Look for the word "Cerova" in the material below, then report each line where it occurs.

==============================

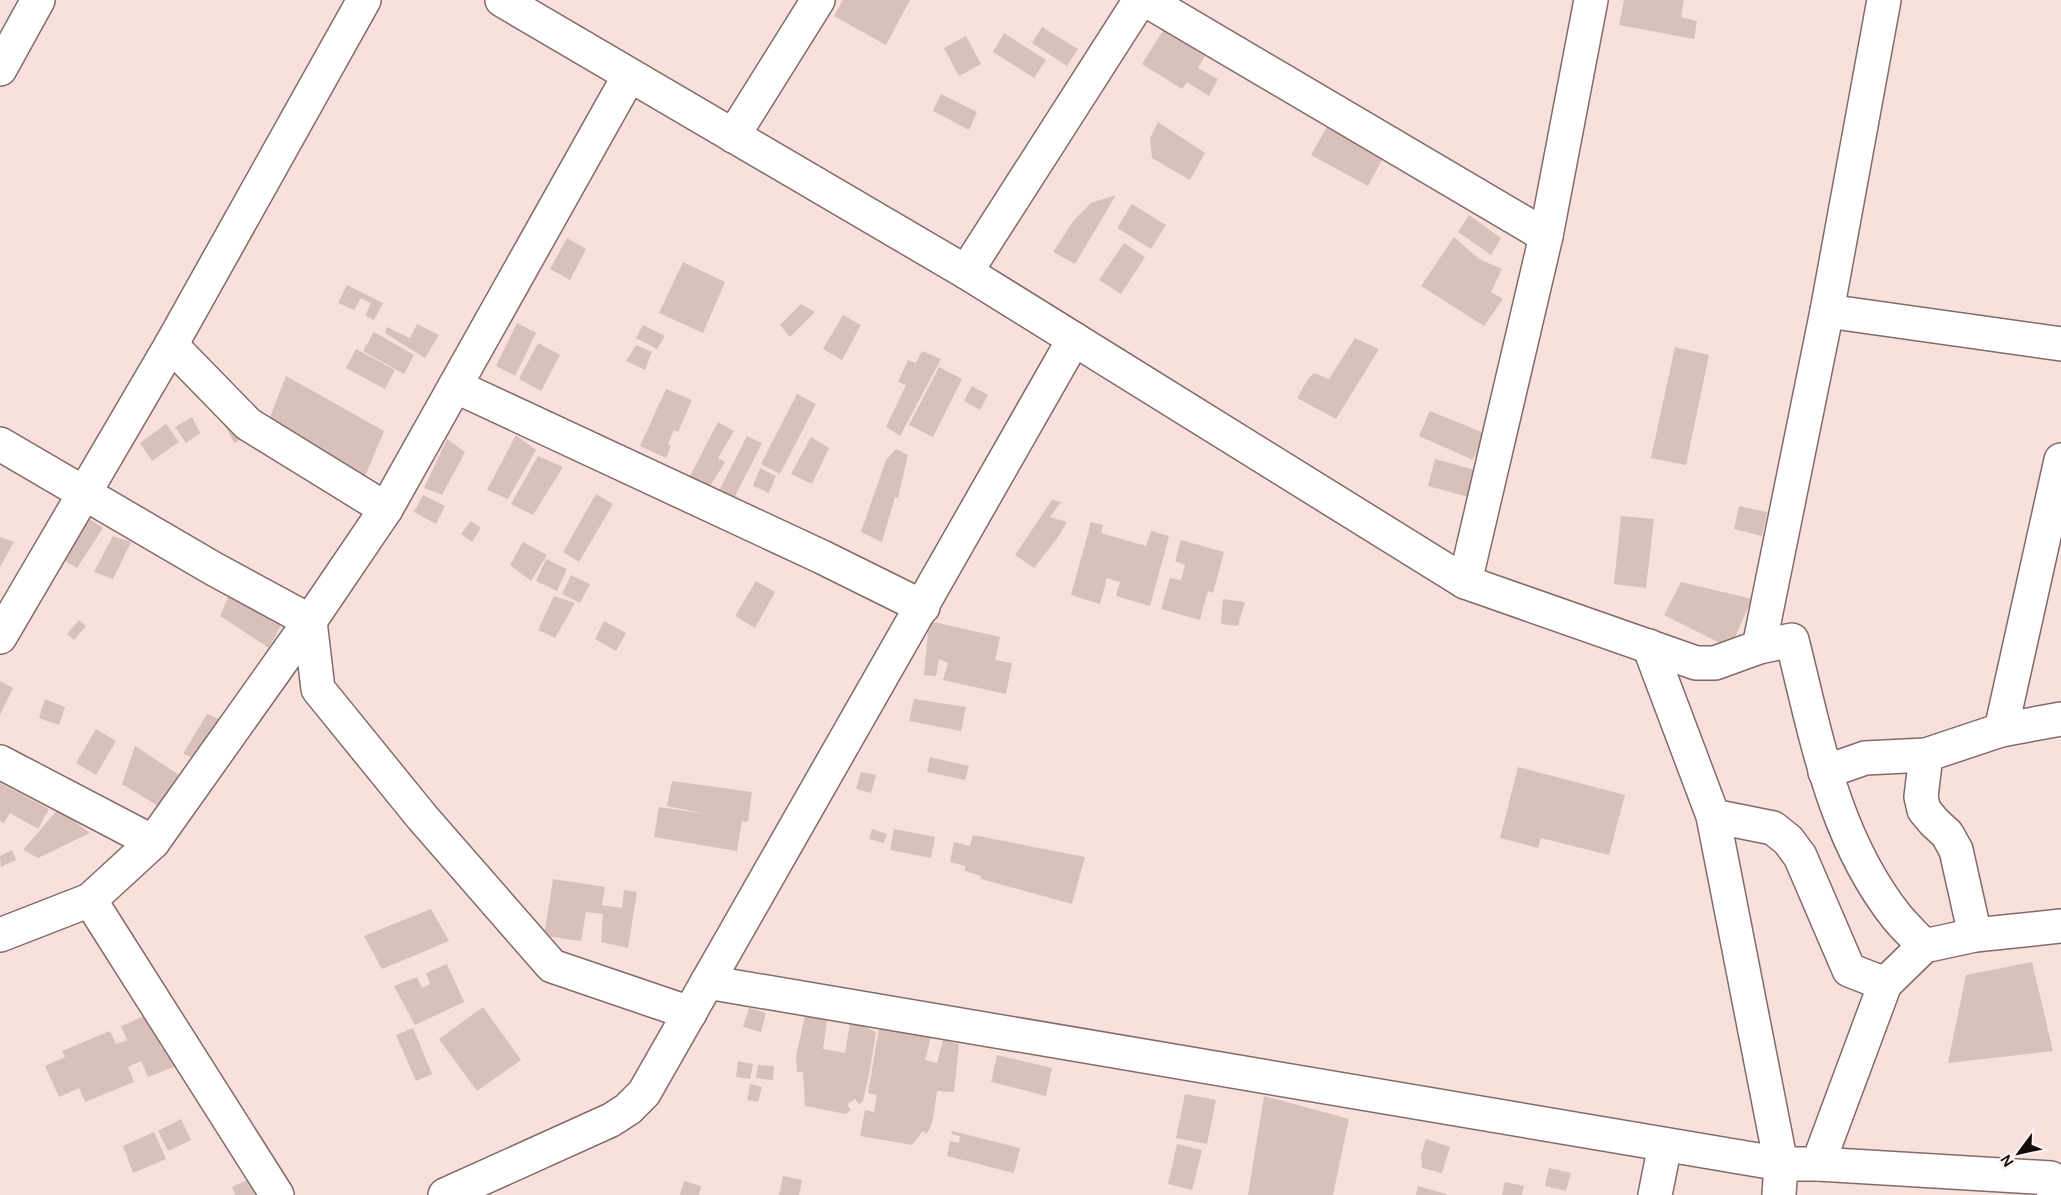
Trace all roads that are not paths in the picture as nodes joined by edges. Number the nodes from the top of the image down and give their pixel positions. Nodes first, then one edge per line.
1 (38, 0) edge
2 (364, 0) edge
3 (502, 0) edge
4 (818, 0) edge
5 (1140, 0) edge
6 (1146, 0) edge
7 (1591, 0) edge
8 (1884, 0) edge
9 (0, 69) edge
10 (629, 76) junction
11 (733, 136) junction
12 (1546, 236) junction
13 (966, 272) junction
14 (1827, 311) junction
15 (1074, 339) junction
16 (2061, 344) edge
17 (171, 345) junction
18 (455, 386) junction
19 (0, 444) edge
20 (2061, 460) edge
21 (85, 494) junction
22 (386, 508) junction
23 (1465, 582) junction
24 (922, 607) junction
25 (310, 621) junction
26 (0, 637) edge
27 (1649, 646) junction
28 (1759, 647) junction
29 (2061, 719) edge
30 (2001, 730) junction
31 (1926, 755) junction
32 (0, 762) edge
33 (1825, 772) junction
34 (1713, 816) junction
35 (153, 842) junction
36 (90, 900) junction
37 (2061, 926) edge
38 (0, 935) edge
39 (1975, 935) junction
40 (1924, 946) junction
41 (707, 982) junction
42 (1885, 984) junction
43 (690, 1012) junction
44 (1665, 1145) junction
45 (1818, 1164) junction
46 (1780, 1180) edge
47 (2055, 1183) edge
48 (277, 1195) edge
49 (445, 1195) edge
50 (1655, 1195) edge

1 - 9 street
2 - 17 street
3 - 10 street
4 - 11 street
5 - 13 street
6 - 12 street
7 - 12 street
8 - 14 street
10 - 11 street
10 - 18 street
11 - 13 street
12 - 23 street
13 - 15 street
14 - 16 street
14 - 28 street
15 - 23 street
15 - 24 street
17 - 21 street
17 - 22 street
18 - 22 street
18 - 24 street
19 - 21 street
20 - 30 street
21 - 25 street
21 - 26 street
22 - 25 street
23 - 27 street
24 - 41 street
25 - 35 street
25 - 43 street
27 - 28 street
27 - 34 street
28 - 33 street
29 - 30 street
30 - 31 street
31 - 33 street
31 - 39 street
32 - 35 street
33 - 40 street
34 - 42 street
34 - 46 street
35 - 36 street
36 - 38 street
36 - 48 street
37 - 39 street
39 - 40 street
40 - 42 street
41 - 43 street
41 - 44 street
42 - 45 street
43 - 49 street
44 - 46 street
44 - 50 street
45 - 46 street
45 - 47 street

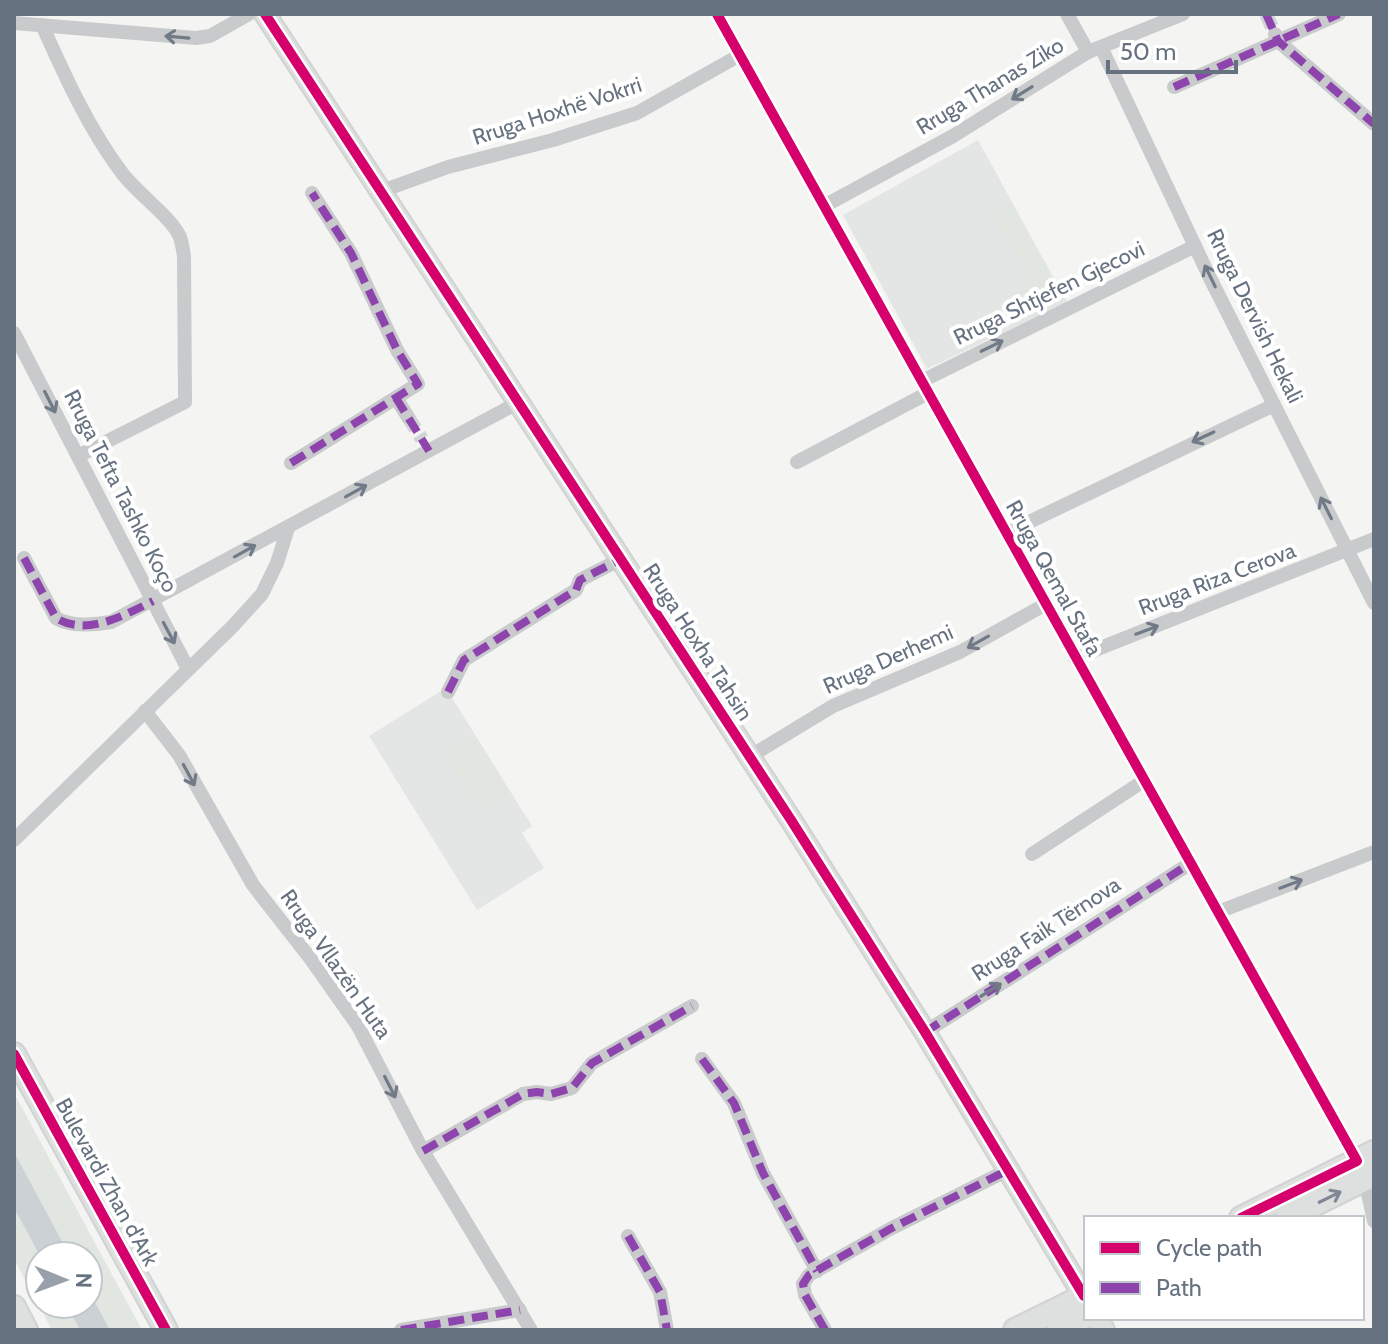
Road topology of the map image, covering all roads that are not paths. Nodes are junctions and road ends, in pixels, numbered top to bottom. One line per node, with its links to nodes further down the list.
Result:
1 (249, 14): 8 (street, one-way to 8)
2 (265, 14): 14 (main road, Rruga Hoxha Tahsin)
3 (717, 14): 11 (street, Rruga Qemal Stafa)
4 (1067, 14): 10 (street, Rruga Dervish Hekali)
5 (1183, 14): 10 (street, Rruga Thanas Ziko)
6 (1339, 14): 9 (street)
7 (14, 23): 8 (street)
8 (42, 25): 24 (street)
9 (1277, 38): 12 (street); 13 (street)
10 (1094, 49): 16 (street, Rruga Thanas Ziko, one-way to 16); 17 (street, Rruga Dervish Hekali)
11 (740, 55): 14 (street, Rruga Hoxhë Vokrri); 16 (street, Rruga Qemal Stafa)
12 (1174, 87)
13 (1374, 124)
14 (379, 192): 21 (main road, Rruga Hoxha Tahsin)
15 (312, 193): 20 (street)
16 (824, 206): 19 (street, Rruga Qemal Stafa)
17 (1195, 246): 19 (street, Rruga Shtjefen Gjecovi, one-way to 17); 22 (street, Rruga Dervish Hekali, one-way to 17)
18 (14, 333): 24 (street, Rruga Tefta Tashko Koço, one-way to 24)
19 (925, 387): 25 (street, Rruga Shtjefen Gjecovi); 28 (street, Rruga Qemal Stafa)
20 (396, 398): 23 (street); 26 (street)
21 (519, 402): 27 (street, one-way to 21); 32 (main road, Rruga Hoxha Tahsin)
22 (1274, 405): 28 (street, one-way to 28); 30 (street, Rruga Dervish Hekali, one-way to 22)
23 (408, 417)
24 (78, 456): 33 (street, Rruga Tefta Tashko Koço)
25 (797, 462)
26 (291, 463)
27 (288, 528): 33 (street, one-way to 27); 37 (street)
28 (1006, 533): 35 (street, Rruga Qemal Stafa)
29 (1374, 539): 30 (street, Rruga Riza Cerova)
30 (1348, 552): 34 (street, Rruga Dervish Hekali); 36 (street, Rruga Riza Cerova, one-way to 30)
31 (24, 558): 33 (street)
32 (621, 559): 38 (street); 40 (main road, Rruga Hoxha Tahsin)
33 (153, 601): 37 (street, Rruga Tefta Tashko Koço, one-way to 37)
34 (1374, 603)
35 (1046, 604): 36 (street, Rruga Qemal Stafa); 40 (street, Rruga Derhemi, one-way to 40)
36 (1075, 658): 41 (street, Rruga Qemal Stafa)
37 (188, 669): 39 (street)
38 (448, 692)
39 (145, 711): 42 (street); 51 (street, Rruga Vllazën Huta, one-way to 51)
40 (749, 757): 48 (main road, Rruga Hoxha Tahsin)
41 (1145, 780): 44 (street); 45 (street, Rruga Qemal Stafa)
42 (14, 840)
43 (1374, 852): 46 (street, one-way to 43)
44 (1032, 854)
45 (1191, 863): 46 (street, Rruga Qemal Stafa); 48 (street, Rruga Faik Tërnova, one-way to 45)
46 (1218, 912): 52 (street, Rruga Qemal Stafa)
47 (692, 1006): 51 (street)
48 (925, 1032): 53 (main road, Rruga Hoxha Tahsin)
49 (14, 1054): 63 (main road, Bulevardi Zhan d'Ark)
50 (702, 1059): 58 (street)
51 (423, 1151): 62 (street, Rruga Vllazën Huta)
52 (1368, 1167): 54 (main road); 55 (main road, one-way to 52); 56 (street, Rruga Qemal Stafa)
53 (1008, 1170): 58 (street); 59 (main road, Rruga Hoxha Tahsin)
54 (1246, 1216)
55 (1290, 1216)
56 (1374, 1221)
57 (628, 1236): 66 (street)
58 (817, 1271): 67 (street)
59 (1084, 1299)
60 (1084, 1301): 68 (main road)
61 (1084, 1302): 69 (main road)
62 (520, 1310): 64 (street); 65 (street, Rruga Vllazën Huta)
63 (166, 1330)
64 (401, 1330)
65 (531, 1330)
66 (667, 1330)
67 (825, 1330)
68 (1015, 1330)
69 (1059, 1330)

==============================

Output ->
29 (1374, 539): 30 (street, Rruga Riza Cerova)
30 (1348, 552): 34 (street, Rruga Dervish Hekali); 36 (street, Rruga Riza Cerova, one-way to 30)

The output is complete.